R.E. Requiem

Wenn es um Resident Evil geht, ist TheRadBrad meine erste Anlaufstelle. Der sogenannte King of Walkthroughs postet seit über 10 Jahren äußerst regelmäßig seine Videos auf YouTube. Ich mag seine Videos, auch wenn ich mir natürlich nicht alle Spiele ansehe. Besonders mag ich seinen klassischen Stil. In Zeiten von Twitch und YouTube-Streaming sind sehr viele der größeren Walkthroughs mit Chat-Einblendungen versehen und das Gesicht des Streamers oder der Streamerin hängt in einer Ecke des Bildschirms. An sich nichts Schlimmes und ich mag auch diese Formate. Doch TheRadBrad ist anders. Erfrischend anders, möchte man schon fast behaupten.

Kein Gesicht hängt in der Ecke, er hält die Klappe während der Dialoge und bei Cut-Sequenzen sowieso. Andere plappern unaufhörlich und kommentieren, dass sich die Balken biegen. Dabei geht es doch um die Spiele, um die Spielerfahrung. Genau das ist es, was TheRadbrad auszeichnet. Er möchte seinen Zuschauer*innen die Spiele zeigen und vorführen. Denjenigen dieses großartige Medium per Walkthrough zur Verfügung stellen, die es sich vielleicht nicht leisten können oder wollen. Es lenkt auch kein Chat ab, noch wird permanent irgendwelchen Subscribern gedankt, Super-Chats wird vorgelesen oder auf sonstige externe Reize wird reagiert. So muss das sein.
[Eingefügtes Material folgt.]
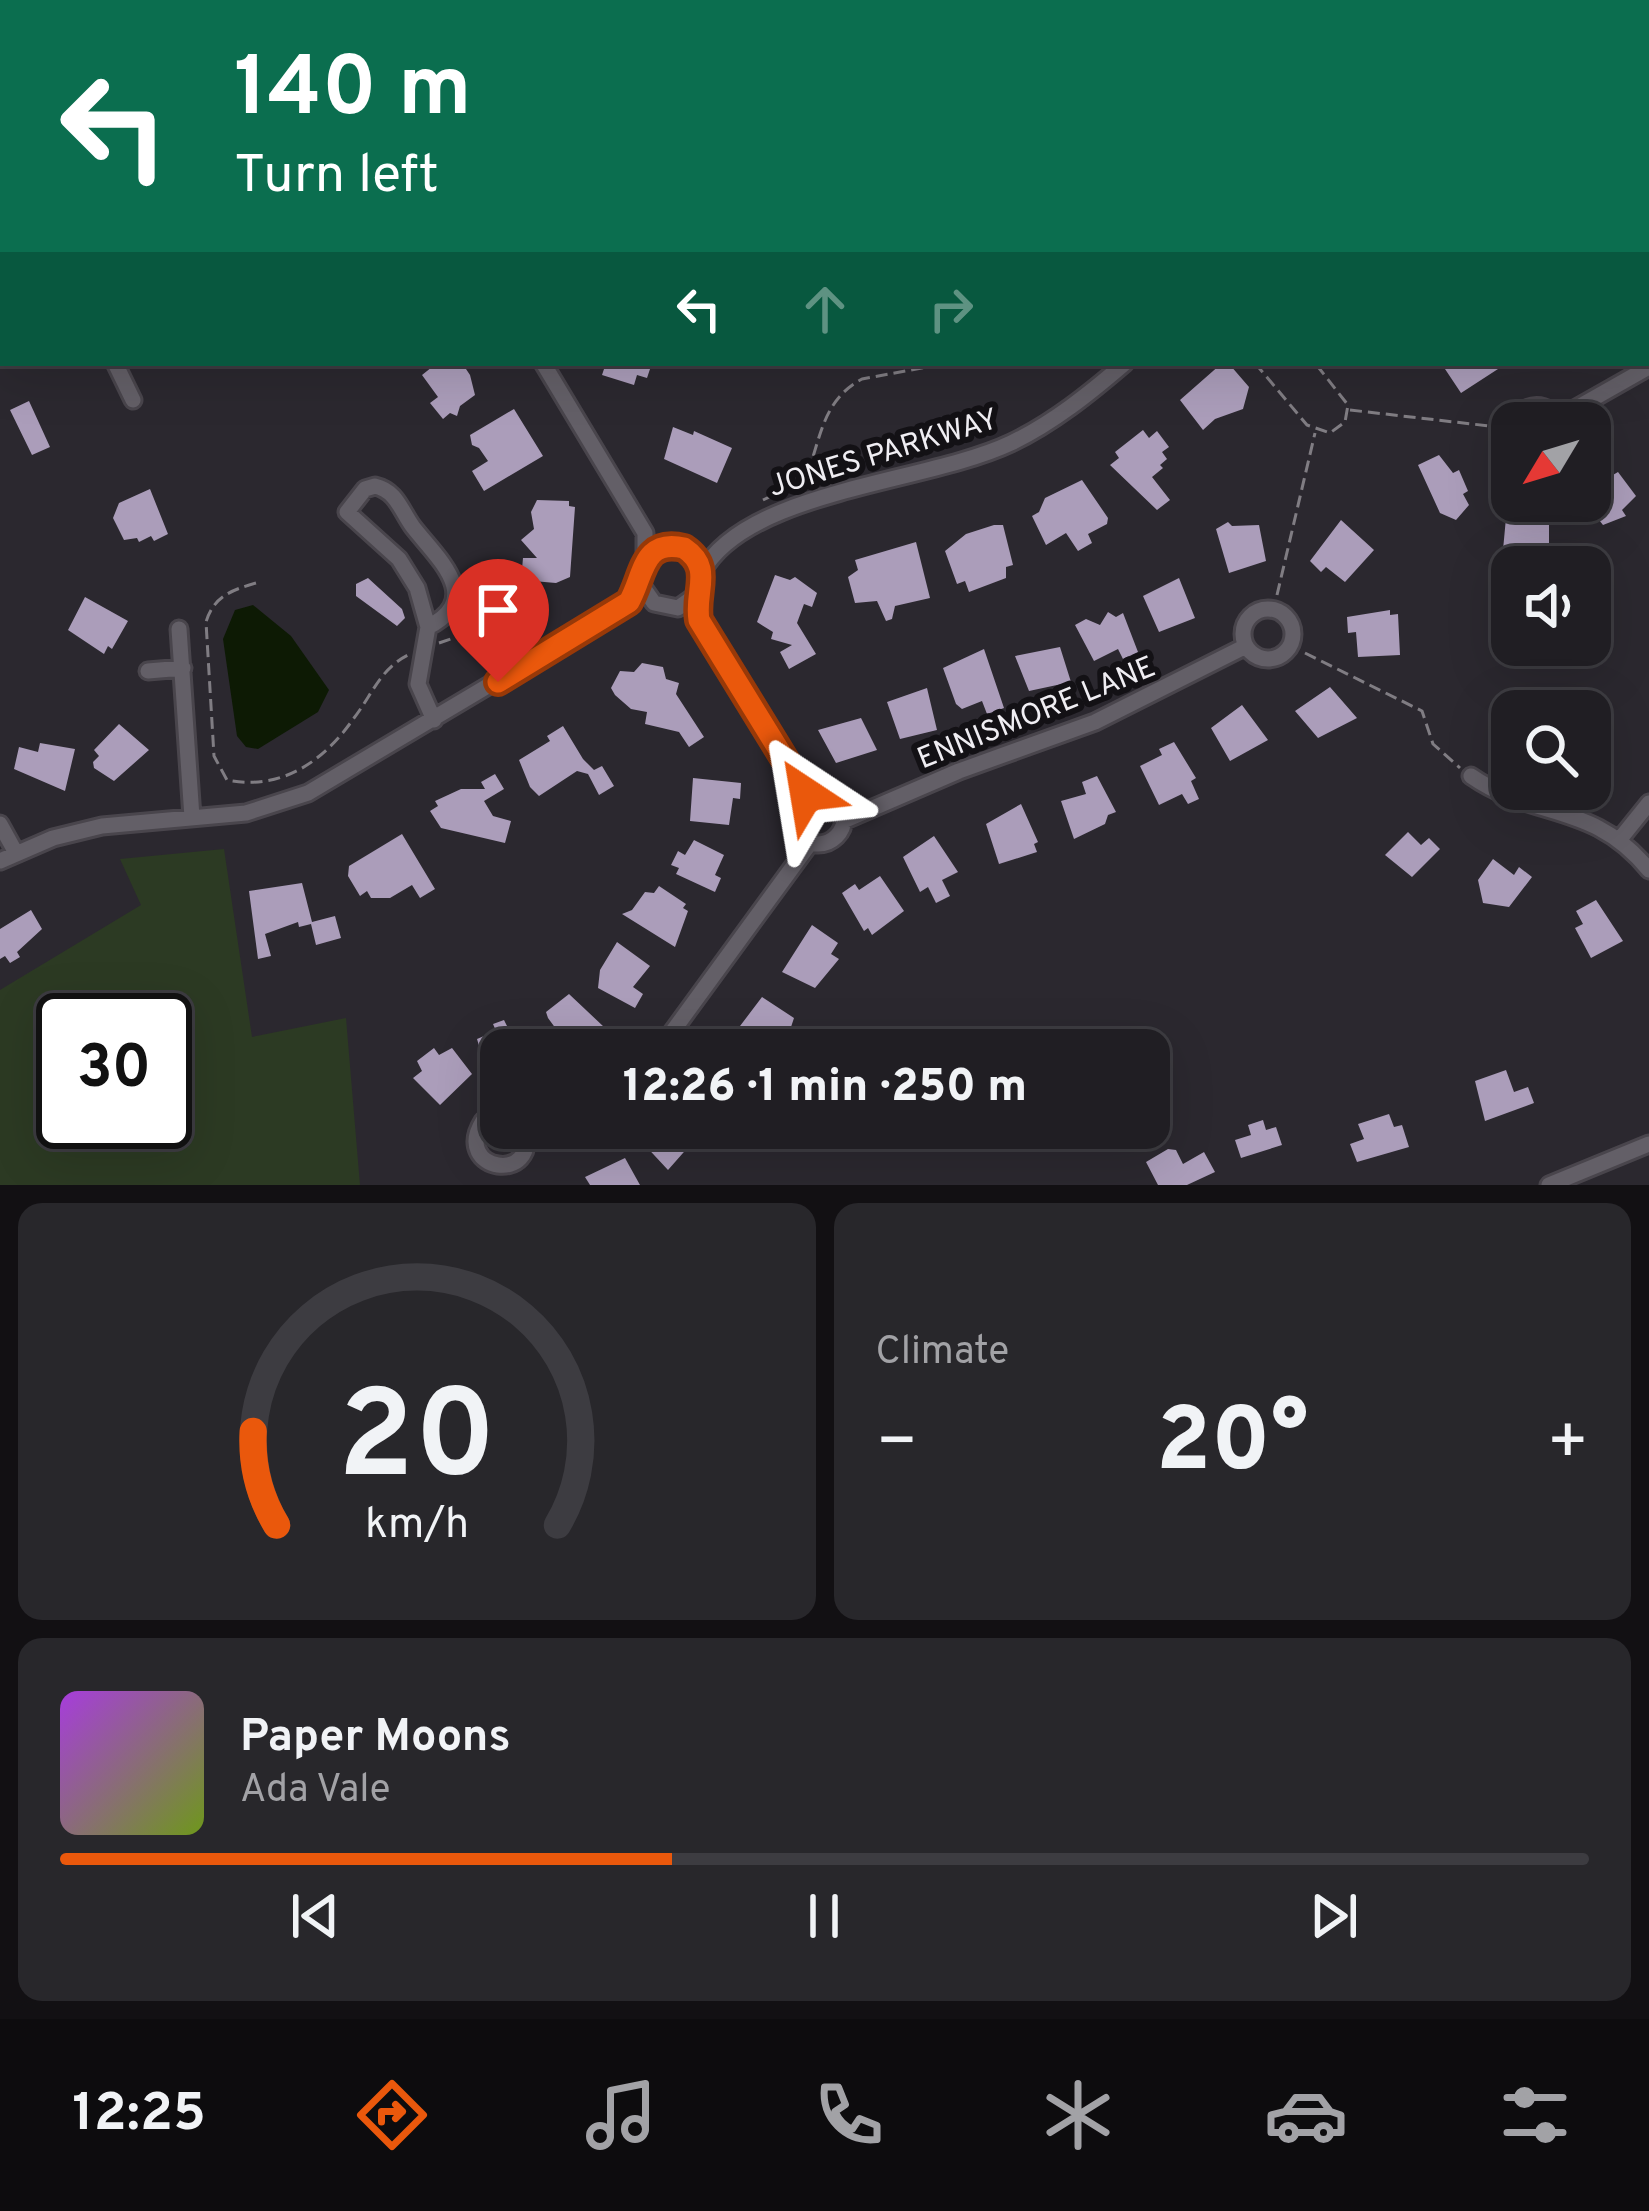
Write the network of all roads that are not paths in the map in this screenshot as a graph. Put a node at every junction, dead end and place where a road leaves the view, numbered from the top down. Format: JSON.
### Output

Ich mag grundsätzlich Horrorspiele gerne, spiele sie aber nur ungern selbst. TheRadBrad ist eine tolle Möglichkeit, diese Spiele trotzdem zu erleben. So mancher Eintrag ins Genre der Horrorspiele hat es durchaus in sich. »Amnesia: The Bunker« war ein Spiel, das ich so schnell nicht mehr vergessen werde. Vor Jahren habe ich dann angefangen, seine Resident-Evil-Videos zu schauen. So habe ich mit der Zeit fast alles nachgeholt. Natürlich die Remakes von 2, 3 und 4, aber auch neuere wie Village habe ich dank TheRadbrad miterleben können. Zwar würde es mich durchaus reizen, die Spiele selbst zu spielen, aber warum sollte ich das Geld dafür ausgeben, wenn er es unterhaltsam macht und man die Geschichte erleben kann? Außerdem gefallen mir die gelegentlichen persönlichen Anekdoten zu der Reihe. Er kennt die Spiele zudem sehr gut und kann auf Easter Eggs und Charaktere vergangener Teile aufmerksam machen, die ich nicht erkennen würde.

Nun kam also kürzlich der neunte Teil der Reihe heraus: »Resident Evil: Requiem«. Ich musste mir einfach die regelmäßigen Videos von TheRadBrad anschauen, da führte kein Weg daran vorbei. Requiem sieht fantastisch aus und profitiert von den neuesten Technologien und Nvidia-Erfindungen. Ich habe mir kürzlich das sechste oder siebte Video angeschaut, bin also noch lange nicht am Ende. Wenn dieser Text hier erscheint, sollte der Walkthrough durch sein. Es ist ein Genuss, wieder in die Welt von Resident Evil einzutauchen. Leon wiederzusehen ist großartig und bisher ist er ein tolles Highlight im Spiel, ohne von der Protagonistin Grace abzulenken. Es ist ein klassisches Resident Evil und man wird so manches aus den älteren Teilen wiedererkennen. Die Geschichte wird effektiv erzählt und das Pacing passt perfekt.

Besonders gefallen mir auch die Neuinterpretationen von Mister X und dergleichen. Wenn man die neuen, großen Gegner so bezeichnen möchte. Besonders eine Passage hatte richtige Horrorvibes, fühlt sich klaustrophobisch an und ist nie wirklich sicher. Die Zombies werden ebenfalls etwas weiter gedacht, was sie unheimlicher macht. Bisher ist Requiem eine gekonnte Fortsetzung der Reihe, und ich bin sehr gespannt, wo die Reise hingeht. Vor allem, wie das Finale aussehen wird und ob ein weiterer Teil angeteasert wird. Vielleicht muss ich mir die alten Videoreihen noch einmal anschauen. Es sind tolle Spiele, von denen allein schon Walkthroughs Spaß machen, anzuschauen. Die Stimmung und Atmosphäre kommen wunderbar rüber. Und neben dem Bemalen meiner Warhammer-40k-Tyraniden sind Videos ideal anzuschauen. Die nächsten Stunden Unterhaltung, während ich mich an spannenden, experimentellen Farbschemata versuche, sind also gesichert.